Required work:
Check the records below line by line for the string "links". Give the number of lines that contain it and nothing else.

Dataset entries:
____________________

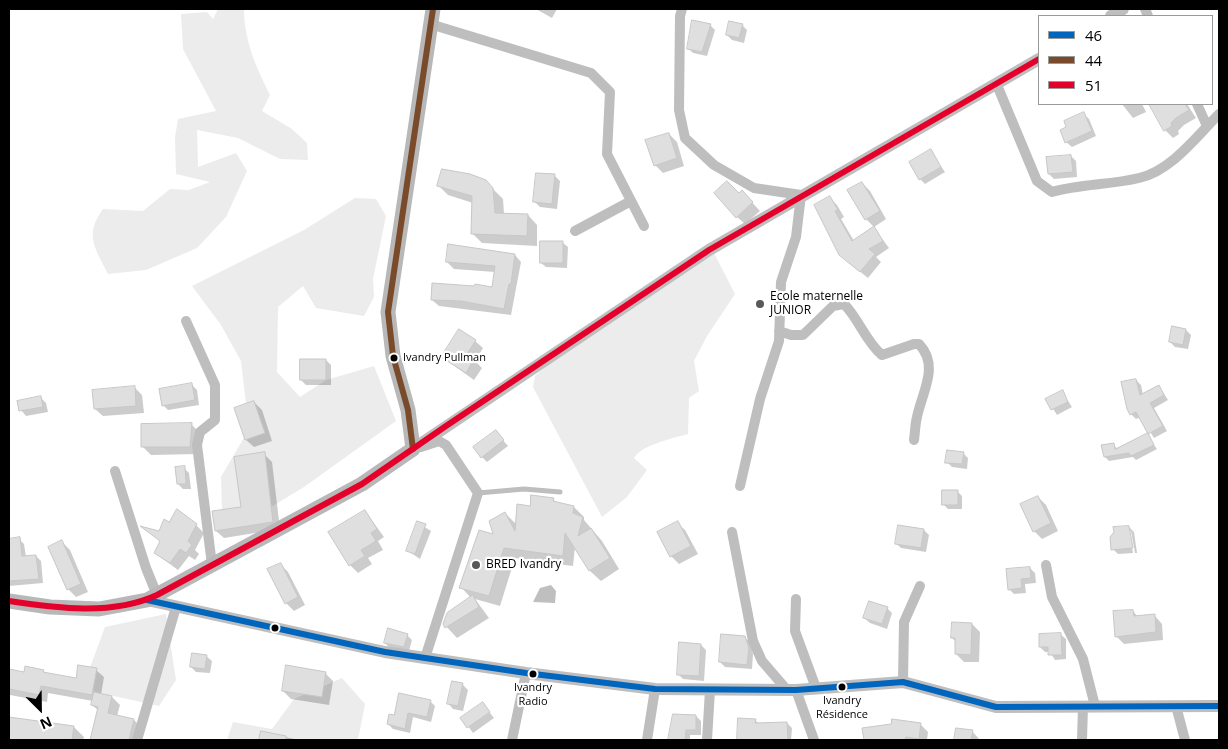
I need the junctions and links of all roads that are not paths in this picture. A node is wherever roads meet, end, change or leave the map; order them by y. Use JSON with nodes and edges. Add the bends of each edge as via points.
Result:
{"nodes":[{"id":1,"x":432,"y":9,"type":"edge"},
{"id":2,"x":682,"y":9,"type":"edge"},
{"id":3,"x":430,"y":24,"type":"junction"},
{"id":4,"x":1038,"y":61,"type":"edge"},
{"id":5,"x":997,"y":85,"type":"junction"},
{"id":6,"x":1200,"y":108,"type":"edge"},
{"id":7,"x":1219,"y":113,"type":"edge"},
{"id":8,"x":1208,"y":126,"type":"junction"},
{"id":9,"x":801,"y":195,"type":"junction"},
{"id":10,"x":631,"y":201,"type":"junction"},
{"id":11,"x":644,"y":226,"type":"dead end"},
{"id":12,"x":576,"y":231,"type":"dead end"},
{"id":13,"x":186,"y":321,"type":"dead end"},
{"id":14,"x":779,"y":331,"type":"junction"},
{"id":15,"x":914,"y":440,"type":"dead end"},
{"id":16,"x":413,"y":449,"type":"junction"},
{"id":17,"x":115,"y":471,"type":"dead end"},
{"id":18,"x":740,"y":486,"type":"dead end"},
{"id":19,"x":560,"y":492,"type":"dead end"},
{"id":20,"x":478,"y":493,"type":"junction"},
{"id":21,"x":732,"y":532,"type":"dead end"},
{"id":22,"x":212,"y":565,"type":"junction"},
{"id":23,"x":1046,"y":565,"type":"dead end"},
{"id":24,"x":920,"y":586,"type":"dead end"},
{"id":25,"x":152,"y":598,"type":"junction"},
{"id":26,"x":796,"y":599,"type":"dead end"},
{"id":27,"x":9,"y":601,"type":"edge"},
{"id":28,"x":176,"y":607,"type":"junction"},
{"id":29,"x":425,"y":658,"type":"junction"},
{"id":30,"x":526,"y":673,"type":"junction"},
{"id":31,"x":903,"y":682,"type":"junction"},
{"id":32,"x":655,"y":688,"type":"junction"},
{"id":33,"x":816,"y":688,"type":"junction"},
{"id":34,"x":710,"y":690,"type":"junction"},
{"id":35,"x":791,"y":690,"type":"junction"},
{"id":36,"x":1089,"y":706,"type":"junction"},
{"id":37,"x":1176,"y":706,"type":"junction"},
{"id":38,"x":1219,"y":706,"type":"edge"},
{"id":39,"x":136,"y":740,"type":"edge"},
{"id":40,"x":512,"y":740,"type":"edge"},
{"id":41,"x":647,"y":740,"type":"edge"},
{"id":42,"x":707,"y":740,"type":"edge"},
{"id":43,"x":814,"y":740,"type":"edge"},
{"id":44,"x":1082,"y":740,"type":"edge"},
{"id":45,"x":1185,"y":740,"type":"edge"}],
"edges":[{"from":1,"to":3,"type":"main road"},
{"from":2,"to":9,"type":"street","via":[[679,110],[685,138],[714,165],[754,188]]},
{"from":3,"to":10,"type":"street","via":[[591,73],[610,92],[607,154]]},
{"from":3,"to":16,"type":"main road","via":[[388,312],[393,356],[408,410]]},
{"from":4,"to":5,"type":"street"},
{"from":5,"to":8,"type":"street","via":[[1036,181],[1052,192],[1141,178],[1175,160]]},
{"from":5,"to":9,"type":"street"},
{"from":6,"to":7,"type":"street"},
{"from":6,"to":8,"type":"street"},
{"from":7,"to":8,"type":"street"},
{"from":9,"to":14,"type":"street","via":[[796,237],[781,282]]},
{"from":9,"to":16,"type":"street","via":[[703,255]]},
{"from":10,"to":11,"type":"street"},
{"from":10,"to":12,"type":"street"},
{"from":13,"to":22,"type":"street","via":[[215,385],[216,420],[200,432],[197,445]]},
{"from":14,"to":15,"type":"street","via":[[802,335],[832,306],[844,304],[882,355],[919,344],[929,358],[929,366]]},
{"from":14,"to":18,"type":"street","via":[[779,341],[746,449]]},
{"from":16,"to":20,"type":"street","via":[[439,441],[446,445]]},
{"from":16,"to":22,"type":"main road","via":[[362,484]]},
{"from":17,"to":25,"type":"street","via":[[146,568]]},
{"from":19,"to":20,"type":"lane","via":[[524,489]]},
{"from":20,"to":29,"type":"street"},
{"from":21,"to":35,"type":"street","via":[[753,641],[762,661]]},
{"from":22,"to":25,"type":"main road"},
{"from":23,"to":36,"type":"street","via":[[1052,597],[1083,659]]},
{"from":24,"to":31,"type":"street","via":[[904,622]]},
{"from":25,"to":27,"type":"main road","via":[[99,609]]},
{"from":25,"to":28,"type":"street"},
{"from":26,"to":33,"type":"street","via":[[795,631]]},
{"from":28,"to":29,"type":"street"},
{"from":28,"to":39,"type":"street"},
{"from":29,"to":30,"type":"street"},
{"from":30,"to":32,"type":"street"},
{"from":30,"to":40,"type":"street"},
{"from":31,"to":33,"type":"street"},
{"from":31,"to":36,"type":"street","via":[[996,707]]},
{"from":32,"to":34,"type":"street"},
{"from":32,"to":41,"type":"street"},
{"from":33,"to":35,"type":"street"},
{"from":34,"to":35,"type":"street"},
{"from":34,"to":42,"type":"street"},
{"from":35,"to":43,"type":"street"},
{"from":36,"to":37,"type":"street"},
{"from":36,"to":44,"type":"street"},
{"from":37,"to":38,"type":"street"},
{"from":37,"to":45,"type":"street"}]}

____________________

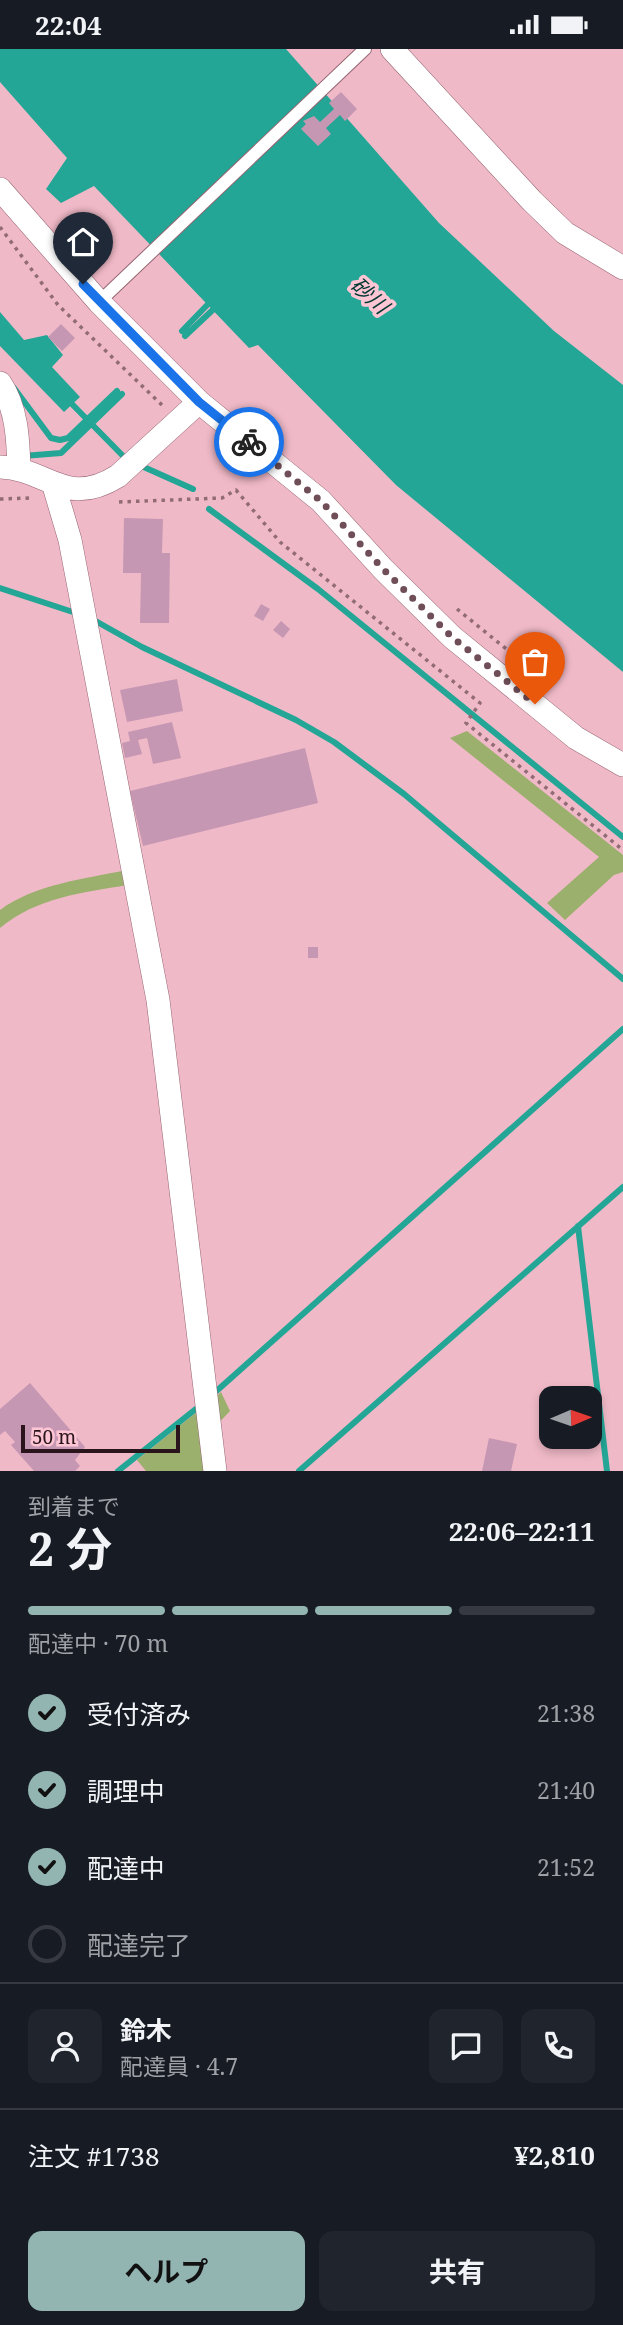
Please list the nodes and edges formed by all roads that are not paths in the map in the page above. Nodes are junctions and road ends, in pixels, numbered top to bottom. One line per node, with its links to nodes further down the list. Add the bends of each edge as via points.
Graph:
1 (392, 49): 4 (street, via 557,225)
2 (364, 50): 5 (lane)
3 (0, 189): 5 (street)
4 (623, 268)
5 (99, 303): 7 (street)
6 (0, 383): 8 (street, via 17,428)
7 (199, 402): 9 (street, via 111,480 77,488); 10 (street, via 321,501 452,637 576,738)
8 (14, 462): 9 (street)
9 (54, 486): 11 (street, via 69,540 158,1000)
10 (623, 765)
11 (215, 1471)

____________________

Response:
2